── Material for this task ──
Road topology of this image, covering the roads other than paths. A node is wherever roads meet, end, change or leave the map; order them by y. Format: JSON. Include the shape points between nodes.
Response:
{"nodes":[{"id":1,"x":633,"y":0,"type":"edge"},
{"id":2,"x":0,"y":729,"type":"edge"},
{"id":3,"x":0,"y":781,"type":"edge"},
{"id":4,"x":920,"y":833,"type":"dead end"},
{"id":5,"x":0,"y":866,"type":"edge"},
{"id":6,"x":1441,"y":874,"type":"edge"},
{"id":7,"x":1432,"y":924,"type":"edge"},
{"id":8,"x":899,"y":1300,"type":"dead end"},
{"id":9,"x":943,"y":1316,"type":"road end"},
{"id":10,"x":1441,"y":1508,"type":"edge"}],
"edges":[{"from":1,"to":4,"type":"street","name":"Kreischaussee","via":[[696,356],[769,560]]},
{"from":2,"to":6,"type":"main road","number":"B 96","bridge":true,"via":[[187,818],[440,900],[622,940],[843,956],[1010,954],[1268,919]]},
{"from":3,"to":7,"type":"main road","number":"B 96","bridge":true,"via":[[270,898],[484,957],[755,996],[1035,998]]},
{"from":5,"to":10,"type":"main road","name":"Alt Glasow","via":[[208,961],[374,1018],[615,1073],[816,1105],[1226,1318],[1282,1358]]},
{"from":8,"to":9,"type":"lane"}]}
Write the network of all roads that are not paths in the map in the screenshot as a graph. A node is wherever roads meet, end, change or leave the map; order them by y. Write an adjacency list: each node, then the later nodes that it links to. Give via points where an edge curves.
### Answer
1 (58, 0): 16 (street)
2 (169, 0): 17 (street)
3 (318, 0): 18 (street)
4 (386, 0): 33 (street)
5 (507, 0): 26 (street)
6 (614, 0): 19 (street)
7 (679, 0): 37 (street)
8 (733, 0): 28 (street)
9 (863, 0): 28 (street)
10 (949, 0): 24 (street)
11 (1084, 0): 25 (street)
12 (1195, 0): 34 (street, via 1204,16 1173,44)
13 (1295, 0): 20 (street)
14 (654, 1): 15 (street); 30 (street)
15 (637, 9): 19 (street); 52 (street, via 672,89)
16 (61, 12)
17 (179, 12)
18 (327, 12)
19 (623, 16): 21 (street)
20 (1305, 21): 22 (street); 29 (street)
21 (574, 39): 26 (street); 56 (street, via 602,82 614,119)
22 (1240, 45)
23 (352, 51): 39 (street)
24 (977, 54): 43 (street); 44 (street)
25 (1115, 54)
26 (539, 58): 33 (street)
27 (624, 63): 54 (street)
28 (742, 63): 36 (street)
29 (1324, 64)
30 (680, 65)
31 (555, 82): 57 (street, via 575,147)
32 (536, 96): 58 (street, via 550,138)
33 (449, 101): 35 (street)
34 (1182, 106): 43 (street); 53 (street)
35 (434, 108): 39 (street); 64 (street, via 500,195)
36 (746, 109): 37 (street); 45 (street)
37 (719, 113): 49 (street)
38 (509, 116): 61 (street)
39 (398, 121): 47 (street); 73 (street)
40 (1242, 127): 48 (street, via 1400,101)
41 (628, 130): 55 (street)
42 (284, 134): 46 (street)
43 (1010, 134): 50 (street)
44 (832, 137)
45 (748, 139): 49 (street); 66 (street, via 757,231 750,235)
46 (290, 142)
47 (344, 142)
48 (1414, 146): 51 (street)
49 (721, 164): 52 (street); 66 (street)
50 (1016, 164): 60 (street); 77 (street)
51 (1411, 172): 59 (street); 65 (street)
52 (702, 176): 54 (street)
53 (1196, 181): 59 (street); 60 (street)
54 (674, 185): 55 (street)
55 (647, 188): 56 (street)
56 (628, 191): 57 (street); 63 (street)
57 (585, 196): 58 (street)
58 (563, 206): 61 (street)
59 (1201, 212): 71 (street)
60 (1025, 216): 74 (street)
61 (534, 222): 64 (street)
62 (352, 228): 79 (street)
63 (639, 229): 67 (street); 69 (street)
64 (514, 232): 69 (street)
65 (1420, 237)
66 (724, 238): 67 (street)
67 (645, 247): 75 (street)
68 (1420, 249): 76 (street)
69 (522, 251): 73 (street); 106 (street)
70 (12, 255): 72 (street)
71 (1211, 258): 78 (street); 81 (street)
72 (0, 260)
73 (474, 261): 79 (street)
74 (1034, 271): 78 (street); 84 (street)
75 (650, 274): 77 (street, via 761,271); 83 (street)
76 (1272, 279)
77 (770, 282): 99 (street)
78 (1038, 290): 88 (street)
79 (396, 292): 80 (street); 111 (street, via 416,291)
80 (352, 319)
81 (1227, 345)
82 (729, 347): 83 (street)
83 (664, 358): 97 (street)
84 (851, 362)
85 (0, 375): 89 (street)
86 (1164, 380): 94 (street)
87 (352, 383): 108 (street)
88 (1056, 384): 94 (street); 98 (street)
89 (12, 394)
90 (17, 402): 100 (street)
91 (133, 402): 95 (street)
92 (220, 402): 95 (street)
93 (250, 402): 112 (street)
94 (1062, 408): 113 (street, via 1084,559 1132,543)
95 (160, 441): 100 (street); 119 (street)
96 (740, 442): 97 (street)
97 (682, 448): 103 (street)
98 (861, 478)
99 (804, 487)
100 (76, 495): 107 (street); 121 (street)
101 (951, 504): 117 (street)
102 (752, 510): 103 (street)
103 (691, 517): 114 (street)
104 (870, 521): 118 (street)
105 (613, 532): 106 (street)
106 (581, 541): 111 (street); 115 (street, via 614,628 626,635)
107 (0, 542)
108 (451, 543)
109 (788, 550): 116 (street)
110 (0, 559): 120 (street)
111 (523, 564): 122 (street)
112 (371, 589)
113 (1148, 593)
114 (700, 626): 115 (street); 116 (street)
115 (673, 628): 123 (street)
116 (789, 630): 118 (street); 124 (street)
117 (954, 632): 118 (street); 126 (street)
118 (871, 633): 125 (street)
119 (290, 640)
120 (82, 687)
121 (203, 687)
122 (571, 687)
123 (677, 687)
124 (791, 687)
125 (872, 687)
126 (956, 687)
───
## Work instruction:
Copy all lines of the preceding data that hold the word "bridge".

## Expected answer:
{"from":2,"to":6,"type":"main road","number":"B 96","bridge":true,"via":[[187,818],[440,900],[622,940],[843,956],[1010,954],[1268,919]]},
{"from":3,"to":7,"type":"main road","number":"B 96","bridge":true,"via":[[270,898],[484,957],[755,996],[1035,998]]},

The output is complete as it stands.